- _REQUIRED WORK_: Please say how many lines below include the word "Idunns", with nothing beyond the number.

- _RECORDS SUPPLIED_:
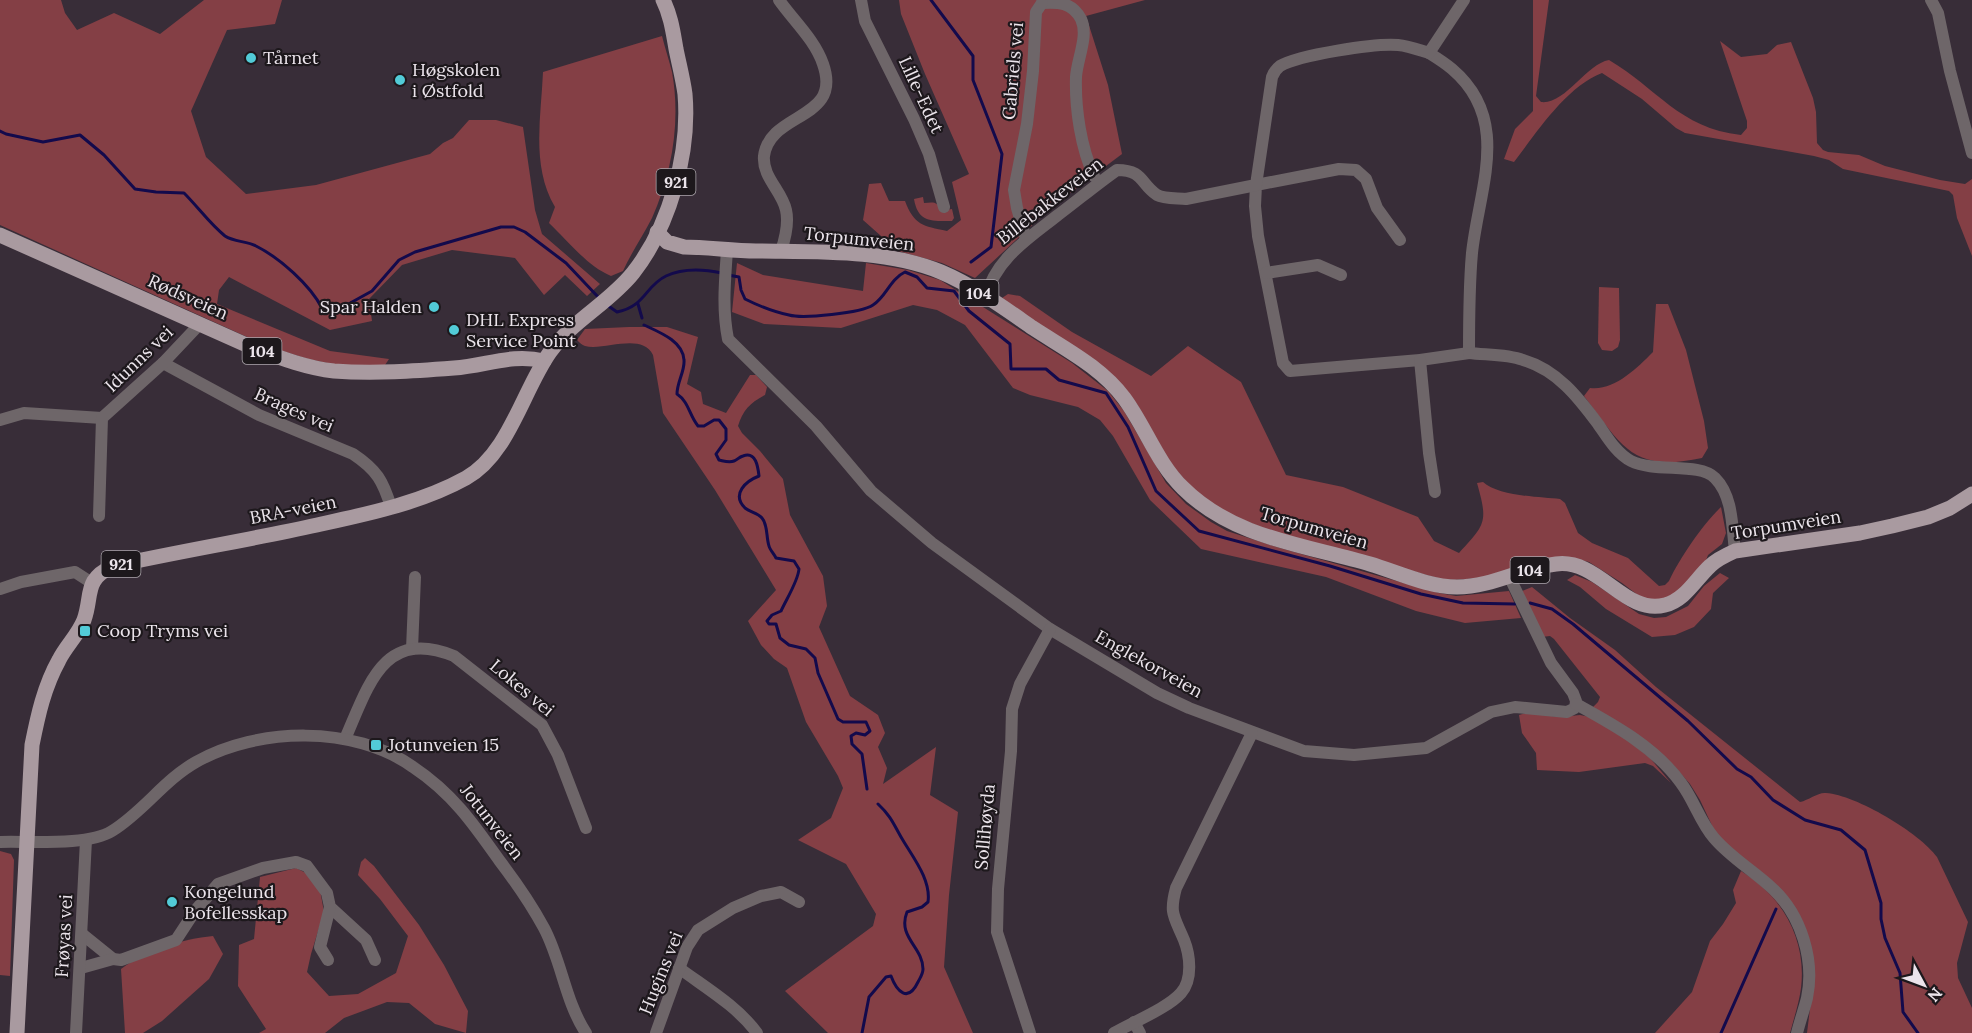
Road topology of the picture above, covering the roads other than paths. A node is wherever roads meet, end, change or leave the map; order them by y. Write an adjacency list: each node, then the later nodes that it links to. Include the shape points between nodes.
1 (652, 0): 9 (main road, BRA-veien / 921)
2 (663, 0): 9 (main road, BRA-veien / 921)
3 (779, 0): 19 (street, via 815,48 824,65 826,81 824,95 816,107 779,129 764,153 768,176 786,209)
4 (861, 0): 14 (street, Lille-Edet, via 868,27 929,154)
5 (1464, 0): 10 (street)
6 (1931, 0): 11 (street, via 1938,13)
7 (1040, 1): 8 (street, Gabriels vei); 17 (street, Gabriels vei, via 1027,124 1014,190)
8 (1063, 1): 12 (street, Gabriels vei, via 1083,24 1077,93 1087,160)
9 (677, 51): 15 (main road, BRA-veien / 921, via 685,95 683,152)
10 (1429, 53): 13 (street, via 1400,45 1380,45 1277,68 1272,77); 25 (street, via 1466,83 1485,118 1488,138 1472,253)
11 (1972, 153)
12 (1094, 176)
13 (1256, 185): 17 (street, Billebakkeveien, via 1176,198 1158,195 1130,170 1118,170); 18 (street, Billebakkeveien, via 1339,169 1356,170 1366,179 1377,208); 21 (street, via 1258,236)
14 (944, 207)
15 (657, 232): 20 (main road, Torpumveien / 104, via 667,242 702,247); 27 (main road, BRA-veien, via 633,273 564,335)
16 (0, 235): 24 (main road, Rødsveien / 104)
17 (1026, 240): 23 (street, Billebakkeveien, via 997,270)
18 (1400, 240)
19 (781, 251): 20 (main road, Torpumveien / 104); 23 (main road, Torpumveien / 104, via 908,260 943,273)
20 (727, 256): 40 (street, Englekorveien, via 724,319 728,339 816,426 871,491 932,543)
21 (1266, 273): 22 (street, via 1318,265); 26 (street, via 1283,363 1290,371)
22 (1341, 275)
23 (986, 297): 36 (main road, Torpumveien / 104, via 1083,360 1116,388 1180,485 1223,519 1289,544 1423,581 1473,586)
24 (198, 323): 27 (main road, Rødsveien / 104, via 251,347 333,371 454,368 518,357); 28 (street, Idunns vei)
25 (1469, 353): 26 (street); 35 (street, via 1521,359 1553,375 1575,393 1611,442 1630,460 1710,474 1727,498)
26 (1420, 360): 31 (street)
27 (544, 361): 33 (main road, BRA-veien / 921, via 504,437 484,465 457,483)
28 (163, 363): 29 (street, Idunns vei); 33 (street, Brages vei, via 224,398 361,459 382,481)
29 (102, 418): 30 (street, Idunns vei, via 24,413); 34 (street, Idunns vei)
30 (0, 420)
31 (1435, 492)
32 (1972, 494): 35 (main road, Torpumveien / 104, via 1928,517 1892,526)
33 (391, 507): 38 (main road, BRA-veien / 921, via 113,566)
34 (99, 516)
35 (1736, 551): 36 (main road, Torpumveien / 104, via 1718,559 1684,595 1663,606 1641,604 1575,565 1558,563)
36 (1509, 576): 42 (street, via 1537,637)
37 (415, 577): 41 (street)
38 (92, 583): 39 (street, via 75,572); 48 (main road, 921, via 83,621 53,670 38,713 32,745)
39 (0, 589)
40 (1050, 629): 43 (street, Englekorveien, via 1157,693); 63 (street, Sollihøyda, via 1020,684 1012,709 998,889 997,932)
41 (412, 649): 44 (street, via 383,663); 45 (street, Lokes vei, via 426,648 454,656 542,724)
42 (1576, 704): 43 (street, Englekorveien, via 1567,712 1501,708 1426,748 1354,755 1304,751); 65 (street, via 1613,724 1655,755 1682,784 1712,836 1784,901 1798,924 1808,961 1807,997)
43 (1252, 733): 57 (street, via 1176,888 1171,907 1189,955 1183,991)
44 (345, 739): 46 (street, Jotunveien, via 270,737 197,761 110,833); 60 (street, Jotunveien, via 411,765 462,808 544,928 575,1016)
45 (586, 828)
46 (86, 840): 48 (street, Jotunveien); 51 (street, Frøyas vei)
47 (0, 842): 48 (street, Jotunveien)
48 (26, 842): 58 (main road, 921)
49 (799, 902): 56 (street, Hugins vei, via 781,892 733,908 698,930)
50 (330, 907): 52 (street, via 327,892 307,866 296,862 263,868 218,884 176,940); 53 (street, via 320,947); 54 (street, via 366,940)
51 (82, 934): 52 (street); 55 (street, Frøyas vei)
52 (113, 960): 55 (street)
53 (328, 960)
54 (375, 960)
55 (81, 968): 59 (street, Frøyas vei)
56 (679, 968): 61 (street, Hugins vei); 62 (street, via 729,1004)
57 (1137, 1027): 64 (street)
58 (17, 1033)
59 (76, 1033)
60 (586, 1033)
61 (656, 1033)
62 (757, 1033)
63 (1030, 1033)
64 (1114, 1033)
65 (1797, 1033)

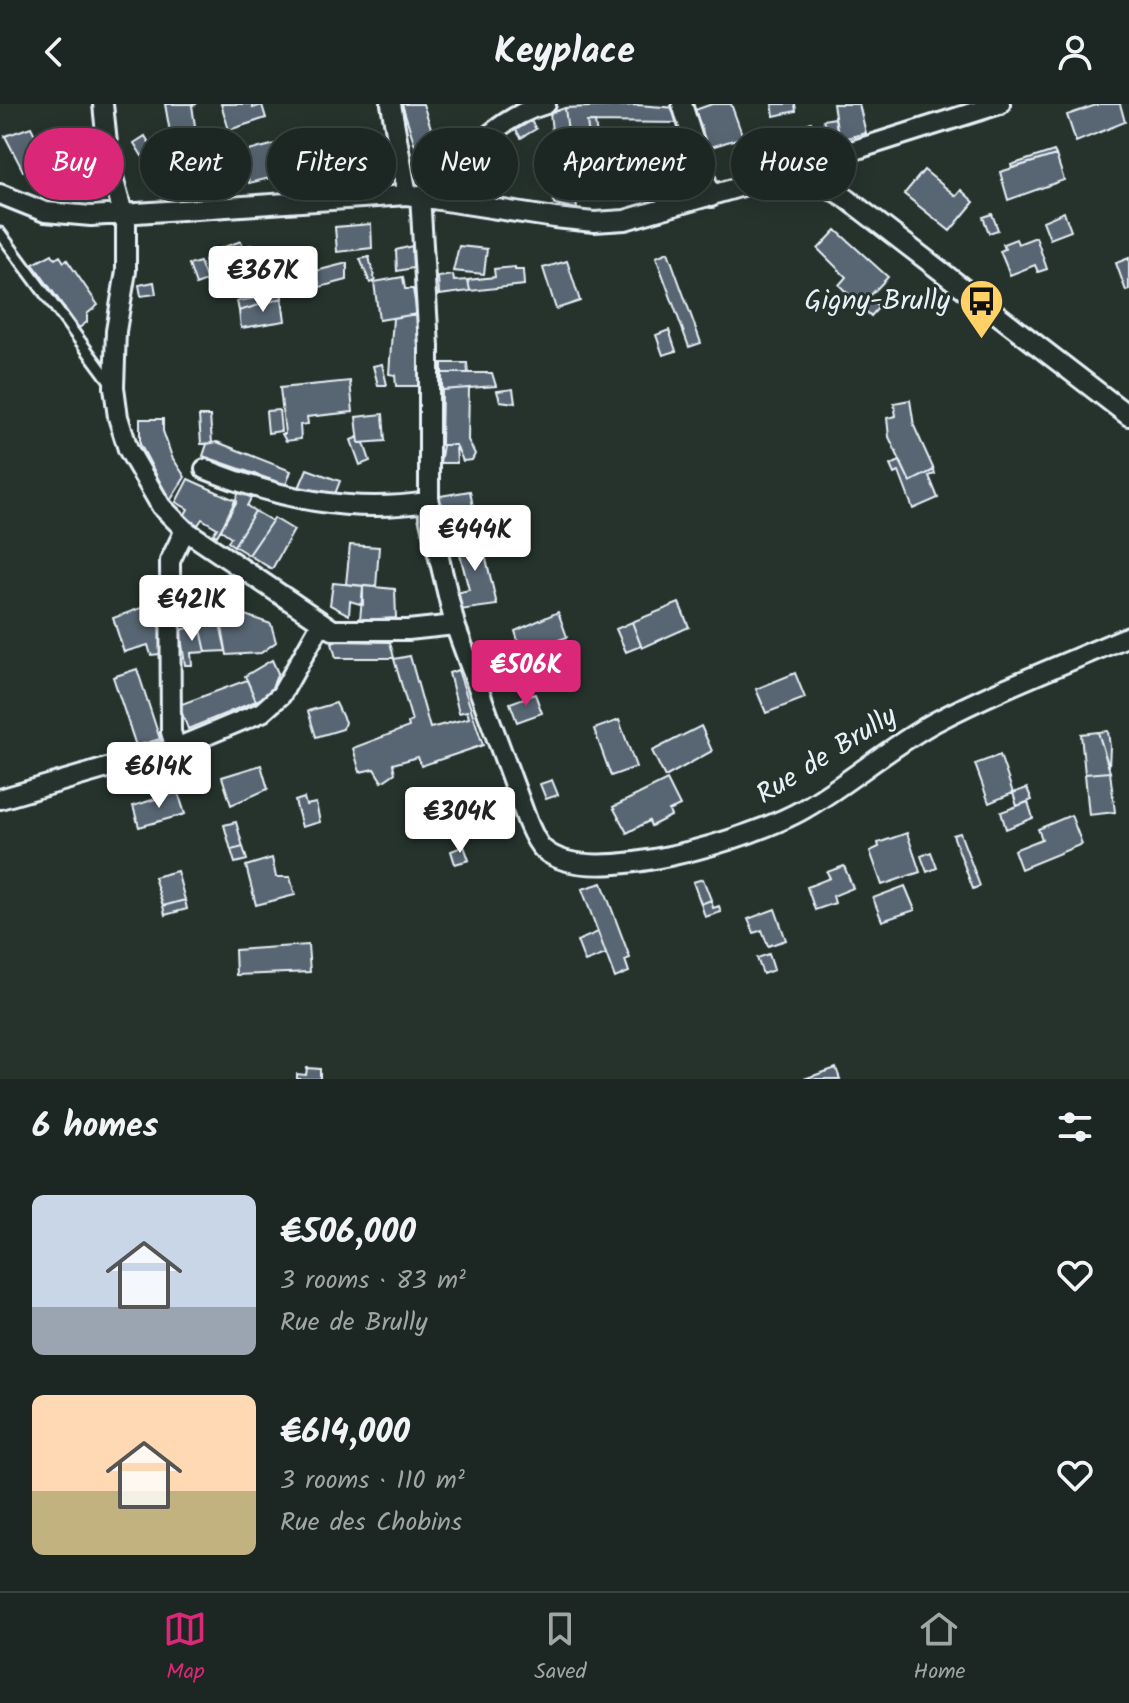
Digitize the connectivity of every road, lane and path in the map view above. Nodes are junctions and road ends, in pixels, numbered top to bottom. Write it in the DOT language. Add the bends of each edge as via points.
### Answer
graph roads {
  1 [pos="103,104"];
  2 [pos="391,104"];
  3 [pos="546,104"];
  4 [pos="682,104"];
  5 [pos="1000,104"];
  6 [pos="497,128"];
  7 [pos="689,128"];
  8 [pos="856,149"];
  9 [pos="412,187"];
  10 [pos="0,194"];
  11 [pos="412,195"];
  12 [pos="414,200"];
  13 [pos="450,200"];
  14 [pos="700,200"];
  15 [pos="847,200"];
  16 [pos="123,214"];
  17 [pos="0,233"];
  18 [pos="114,387"];
  19 [pos="1129,416"];
  20 [pos="205,469"];
  21 [pos="427,502"];
  22 [pos="185,530"];
  23 [pos="321,624"];
  24 [pos="455,625"];
  25 [pos="1129,636"];
  26 [pos="176,748"];
  27 [pos="0,799"];
  1 -- 16 [label="street" via="109,163"];
  2 -- 9 [label="street, Rue de Brully"];
  3 -- 6 [label="street"];
  4 -- 7 [label="street"];
  5 -- 8 [label="street"];
  10 -- 16 [label="street" via="45,212"];
  11 -- 16 [label="street"];
  12 -- 21 [label="street, Rue de Brully" via="429,346"];
  13 -- 14 [label="street" via="594,222 625,220"];
  15 -- 19 [label="street"];
  16 -- 18 [label="street" via="126,271"];
  17 -- 18 [label="lane"];
  18 -- 22 [label="street" via="128,449 161,506"];
  20 -- 21 [label="street" via="274,494 331,504 399,507"];
  21 -- 24 [label="street, Rue de Brully"];
  22 -- 23 [label="street"];
  22 -- 26 [label="street" via="170,561 171,732"];
  23 -- 24 [label="street" via="349,631"];
  23 -- 26 [label="street" via="275,703"];
  24 -- 25 [label="street, Rue de Brully" via="536,840 557,856 600,864 658,858 762,829 826,796 932,724"];
  26 -- 27 [label="street"];
}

- _OUTPUT OF THE TASK_: 3